SINGAPORE - Imagine a day when crops are able to tell you they are thirsty or when you can instruct a plant to delicately pick up an item.
Far-fetched? Scientists in Singapore have actually created a way for humans and plants to communicate with each other - via a smartphone, no less.
The team at Nanyang Technological University (NTU) did this by developing a small conductive material that allows electrical signals to enter and leave the plant.
Like brains which send out electrical signals, plants also emit electrical signals to respond to their environment, and show signs of distress or poor health.
The scientists found that these signals can be harnessed to broaden the plants' abilities and functions.
For instance, it is now possible for a Venus flytrap - a carnivorous plant that naturally ensnares bugs - to grab hold of a thin piece of wire when electrical signals are sent through the plant.

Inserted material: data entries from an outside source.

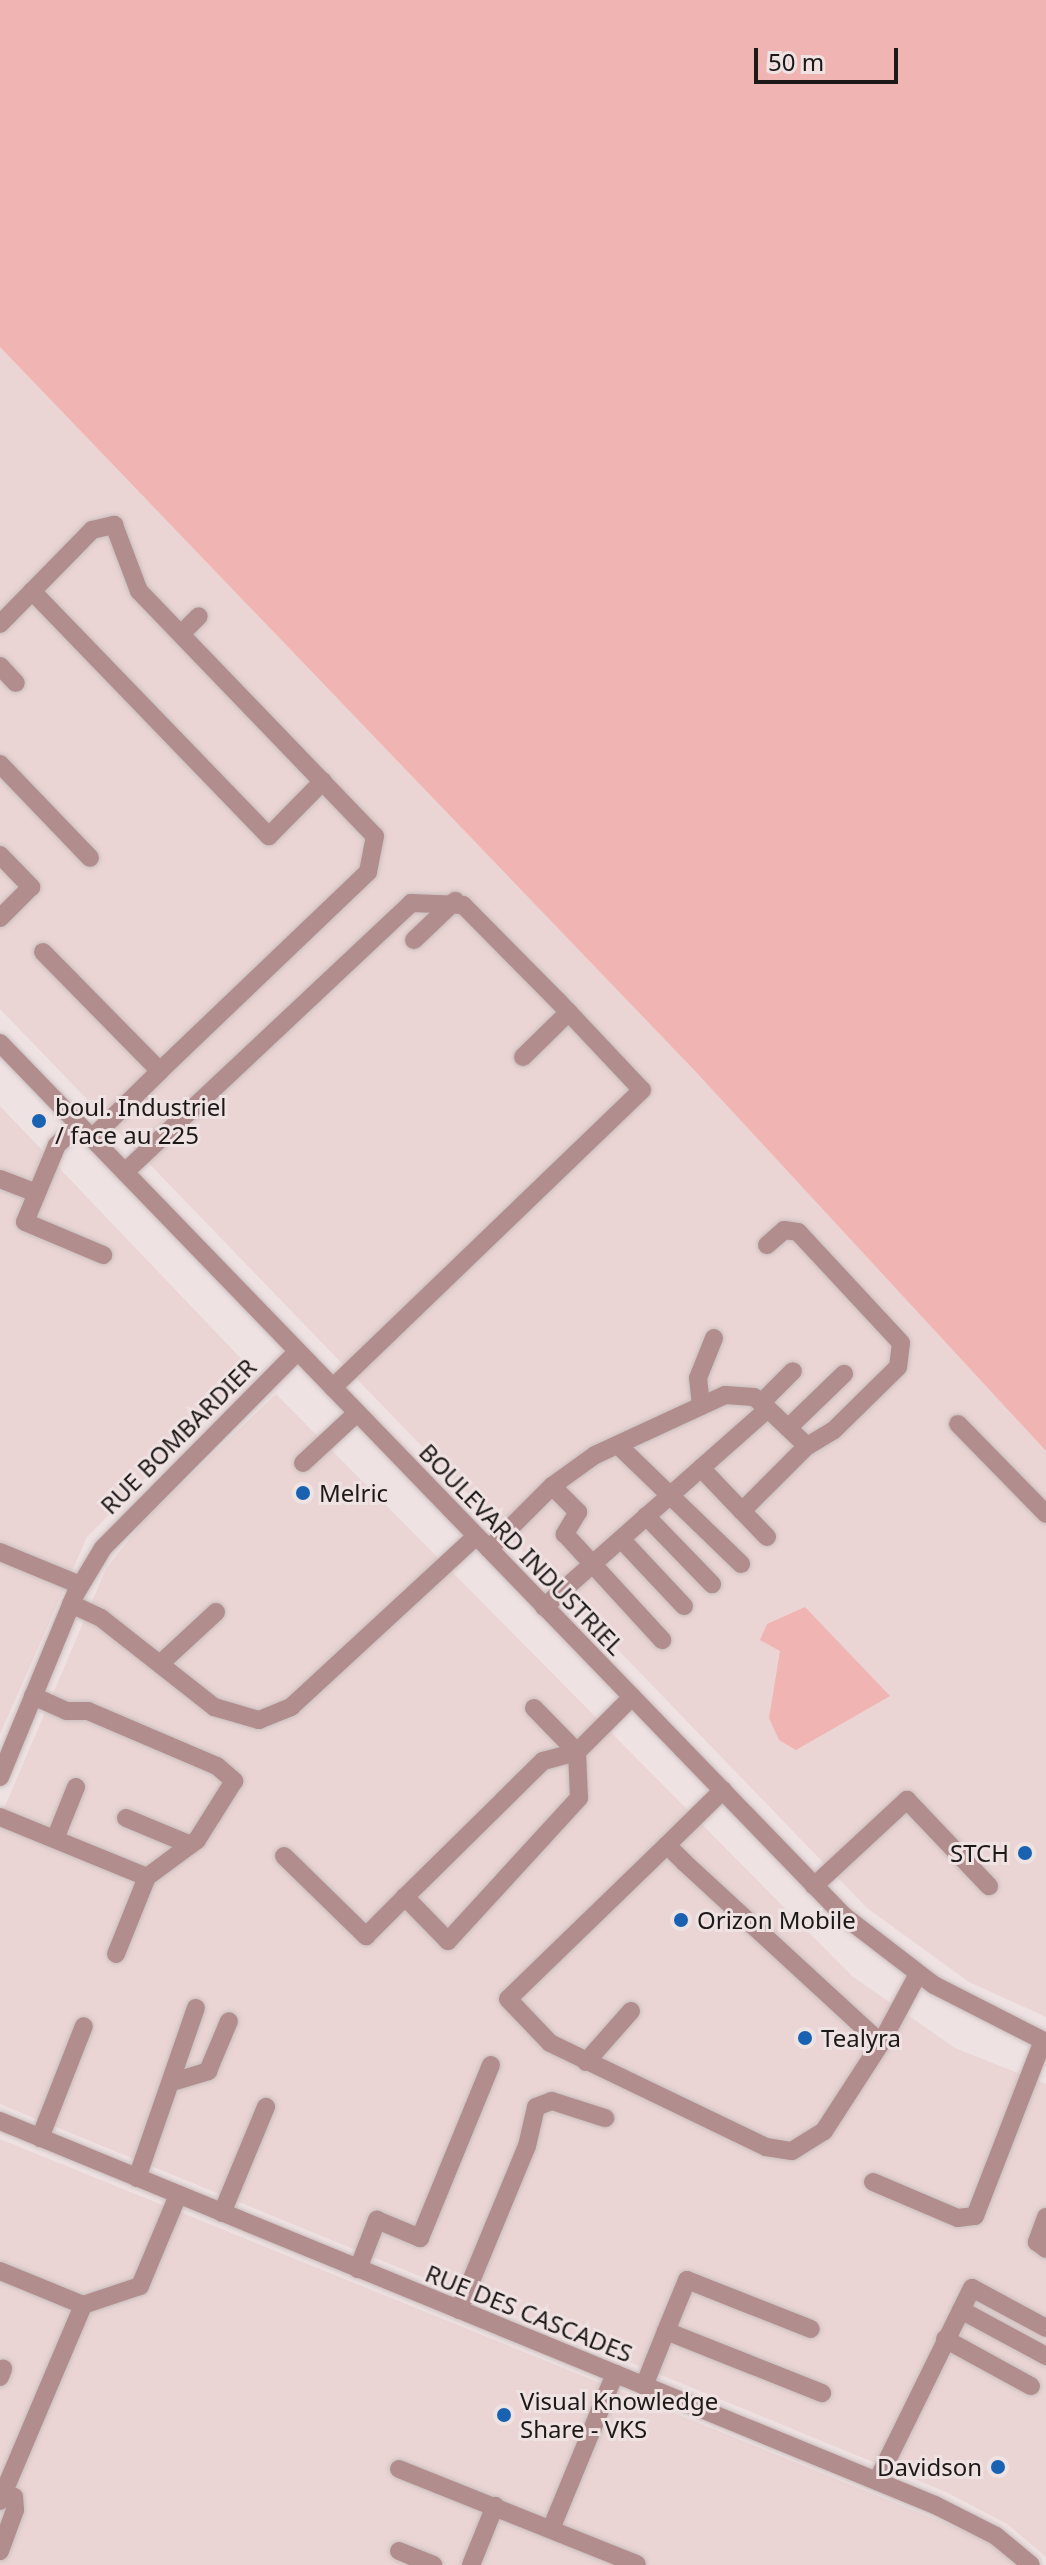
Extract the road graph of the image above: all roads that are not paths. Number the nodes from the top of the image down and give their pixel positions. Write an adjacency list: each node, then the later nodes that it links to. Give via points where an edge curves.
1 (32, 591): 3 (street); 4 (street, via 92,530 114,525 139,591); 8 (street, via 269,836)
2 (199, 616): 4 (street)
3 (0, 624)
4 (181, 634): 8 (street)
5 (0, 666): 6 (street)
6 (16, 683)
7 (0, 764): 10 (street)
8 (323, 781): 18 (street, via 375,836 375,861)
9 (0, 855): 12 (street, via 31,887)
10 (90, 858)
11 (455, 901): 13 (street); 15 (street); 20 (street, via 411,903 391,914)
12 (0, 918)
13 (414, 940)
14 (43, 952): 18 (street)
15 (569, 1012): 17 (street); 29 (street, via 642,1090)
16 (0, 1043): 19 (street, BOULEVARD INDUSTRIEL)
17 (523, 1057)
18 (160, 1071): 19 (street)
19 (86, 1131): 20 (street, BOULEVARD INDUSTRIEL); 22 (street, via 57,1145)
20 (125, 1172): 26 (street, BOULEVARD INDUSTRIEL)
21 (0, 1179): 22 (street)
22 (36, 1193): 24 (street, via 25,1222)
23 (767, 1245): 35 (street, via 784,1230 798,1232 901,1343 898,1367 834,1430)
24 (103, 1255)
25 (714, 1338): 30 (street, via 698,1378)
26 (297, 1352): 29 (street, BOULEVARD INDUSTRIEL); 51 (street, RUE BOMBARDIER, via 133,1511)
27 (793, 1371): 31 (street)
28 (844, 1374): 34 (street)
29 (333, 1387): 32 (street, BOULEVARD INDUSTRIEL)
30 (701, 1406): 31 (street, via 738,1394); 36 (street)
31 (764, 1406): 34 (street); 38 (street)
32 (357, 1413): 37 (street); 46 (street, BOULEVARD INDUSTRIEL)
33 (958, 1424): 42 (street)
34 (788, 1428): 35 (street)
35 (807, 1446): 41 (street)
36 (621, 1448): 39 (street, via 595,1455); 40 (street)
37 (303, 1463)
38 (701, 1468): 40 (street); 41 (street)
39 (552, 1486): 46 (street); 48 (street, via 578,1512 565,1534)
40 (669, 1496): 43 (street); 49 (street)
41 (742, 1511): 44 (street)
42 (1046, 1514)
43 (646, 1516): 45 (street); 50 (street)
44 (767, 1537)
45 (621, 1539): 48 (street); 53 (street)
46 (482, 1543): 54 (street, BOULEVARD INDUSTRIEL); 57 (street, via 274,1717 238,1719)
47 (0, 1552): 51 (street)
48 (591, 1563): 54 (street); 56 (street)
49 (741, 1564)
50 (712, 1584)
51 (80, 1585): 52 (street, RUE BOMBARDIER)
52 (71, 1604): 57 (street); 58 (street, RUE BOMBARDIER)
53 (684, 1606)
54 (544, 1607): 59 (street, BOULEVARD INDUSTRIEL)
55 (216, 1612): 57 (street)
56 (662, 1640)
57 (161, 1663)
58 (33, 1696): 62 (street, RUE BOMBARDIER); 68 (street, via 66,1711 88,1711 229,1774 233,1790)
59 (632, 1697): 61 (street); 64 (street, BOULEVARD INDUSTRIEL)
60 (534, 1708): 61 (street)
61 (577, 1752): 74 (street, via 543,1761); 74 (street, via 579,1798 448,1941)
62 (0, 1777)
63 (76, 1787): 67 (street)
64 (723, 1790): 69 (street); 72 (street, BOULEVARD INDUSTRIEL)
65 (0, 1817): 67 (street)
66 (126, 1818): 68 (street)
67 (55, 1839): 71 (street)
68 (191, 1845): 71 (street)
69 (667, 1845): 82 (street); 83 (street, via 508,1999 550,2043)
70 (284, 1856): 74 (street, via 366,1936)
71 (147, 1877): 75 (street)
72 (814, 1886): 73 (street, via 907,1800); 76 (street, BOULEVARD INDUSTRIEL)
73 (989, 1886)
74 (405, 1897)
75 (116, 1954)
76 (918, 1974): 81 (street, BOULEVARD INDUSTRIEL); 82 (street)
77 (196, 2008): 85 (street, via 176,2058)
78 (631, 2011): 83 (street)
79 (229, 2021): 85 (street, via 208,2071)
80 (84, 2026): 89 (street)
81 (1044, 2041): 91 (street, via 975,2216 958,2218)
82 (881, 2043): 83 (street, via 824,2131 792,2151 766,2147)
83 (586, 2062)
84 (491, 2065): 96 (street, via 420,2238 377,2220)
85 (176, 2081): 90 (street)
86 (266, 2107): 93 (street)
87 (605, 2118): 99 (street, via 552,2101 536,2107 527,2146)
88 (0, 2121): 89 (street, RUE DES CASCADES)
89 (40, 2138): 90 (street, RUE DES CASCADES)
90 (137, 2178): 92 (street, RUE DES CASCADES)
91 (873, 2182)
92 (178, 2195): 93 (street, RUE DES CASCADES); 98 (street, via 140,2286)
93 (222, 2213): 96 (street, RUE DES CASCADES)
94 (1046, 2217): 95 (street, via 1037,2242)
95 (1046, 2249)
96 (358, 2269): 99 (street, RUE DES CASCADES)
97 (0, 2271): 98 (street)
98 (83, 2305): 112 (street)
99 (459, 2310): 106 (street, RUE DES CASCADES)
100 (961, 2310): 101 (street, via 972,2288); 104 (street); 105 (street)
101 (1046, 2328)
102 (811, 2329): 103 (street, via 687,2280)
103 (666, 2331): 107 (street); 109 (street)
104 (945, 2339): 108 (street); 111 (street)
105 (1046, 2356)
106 (615, 2374): 107 (street, RUE DES CASCADES); 114 (street)
107 (644, 2386): 111 (street, RUE DES CASCADES)
108 (1031, 2386)
109 (822, 2393)
110 (399, 2469): 113 (street)
111 (877, 2481): 120 (street, RUE DES CASCADES, via 961,2516)
112 (2, 2497): 115 (street, via 14,2497 15,2510)
113 (495, 2506): 114 (street); 119 (street)
114 (551, 2529): 117 (street)
115 (0, 2551)
116 (399, 2551): 118 (street)
117 (637, 2564)
118 (433, 2565)
119 (471, 2565)
120 (1031, 2565)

All that is needed are a smartphone and an electrode, which is the metallic conductive material.
In an experiment, the team pasted a 3mm-wide electrode onto one of the traps of a Venus flytrap using a soft and sticky adhesive known as thermogel, a glue that transforms from liquid to a flexible gel at room temperature.
The electrode is harmless to the plant and does not affect its ability to undergo photosynthesis.
Within 1.3 seconds of the smartphone sending electric pulses to the electrode, the Venus flytrap snapped shut.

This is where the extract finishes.